Now for the next principle, equally basic. This is not an exclusive club. It’s extremely inclusive. Two reasons I can say that. Yes, you have to pay to be a member. But you pay what you feel you can afford. The Correspondent believes you are smart enough to figure this economy out. A paying membership is the other side of the coin that reads: no ads. And no ads, as we have seen, has all those welcome effects downstream.
The other reason I can say “extremely inclusive” is that The Correspondent is not selling digital subscriptions, as the Washington Post, the London Times, and most local newspapers nowadays do. Paid subscription is a product-consumer relationship: you pay your money and you get the product. If you don’t pay you don’t get it. Membership is different. You join the cause because you believe in the importance of the work. If you believe in the work, you want it to spread, including to non-members.
If The Correspondent’s membership campaign reaches its goal of raising $2.5 million by December 14, it will hire a staff and start publishing, in English, in 2019. When that happens, there will be no “meter” measuring how many articles you have read this month. No one will ever get that notice, “you have used four of your five free clicks.” Any link that comes to people in their social feeds will be clickable and shareable, without limit.

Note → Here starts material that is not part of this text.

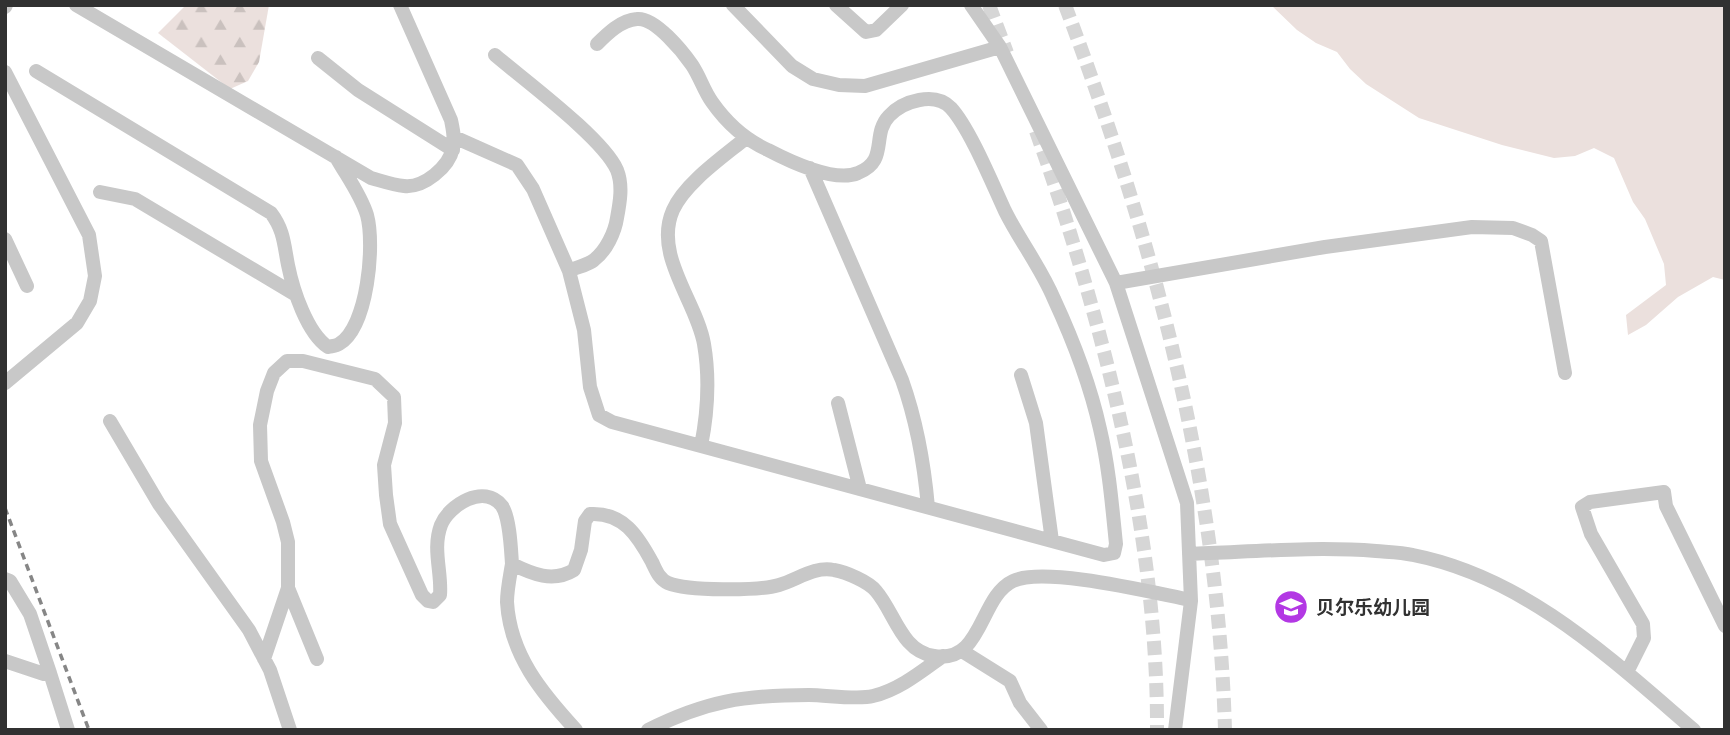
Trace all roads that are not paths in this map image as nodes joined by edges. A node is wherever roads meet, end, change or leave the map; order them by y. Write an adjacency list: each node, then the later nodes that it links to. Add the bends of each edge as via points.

In this way it is more like public radio in the U.S. Members who believe in the public radio mission support their NPR station, but everyone can listen.
The differences compared to the NPR system are important too: The Correspondent will have no corporate sponsors. No government funding. And thus no fear of that money getting cut off. Which in turns means no tendency toward false equivalence, no incentive system for “he said, she said” journalism. These are deeply-woven patterns for which I have often criticized NPR.
Built into The Correspondent are other ideas I have tried to speak up for in my work as a critic. For example: In 2003 (here) and in 2010 (here) and at other points in my writing, I have attempted to point out that the “view from nowhere” is getting harder and harder to trust.
But journalists who can say “here’s where I’m coming from,” and then combine that act of transparency with high standards of verification (reporting, digging, presenting the data…) stand an increasingly better chance of gaining trust. This philosophy is coded into The Correspondent. Number six on their list of ten founding principles says, “We don’t take the view from nowhere. We tell you where we’re coming from.”
In 2006, I wrote The People Formerly Known as the Audience, probably my most well-known post. Seven years later, the founders of De Correspondent (who had read that post) asked the people formerly known as the Dutch audience to support a new kind of journalism platform: member-funded, ad-free… and participatory. Which is another key principle. They required the writers they had hired to treat the former audience as a knowledge community, people who ought to be listened to because they know things that can make the journalism better.
I had been pushing that principle for years. They wove it into their operating style. Reporters treat members as sources of knowledge and feedback. They share what they’re working on, and ask for help.
From the moment it “jumped” to the internet, journalism has been trying to figure out how to become more two-way. The Correspondent has the best answer I have seen. Its writers are given freedom to define their own beats, and pick their own reporting projects. But in exchange for that extraordinary latitude they are expected to spend 30 to 40 percent of their time interacting with members and drawing knowledge from them.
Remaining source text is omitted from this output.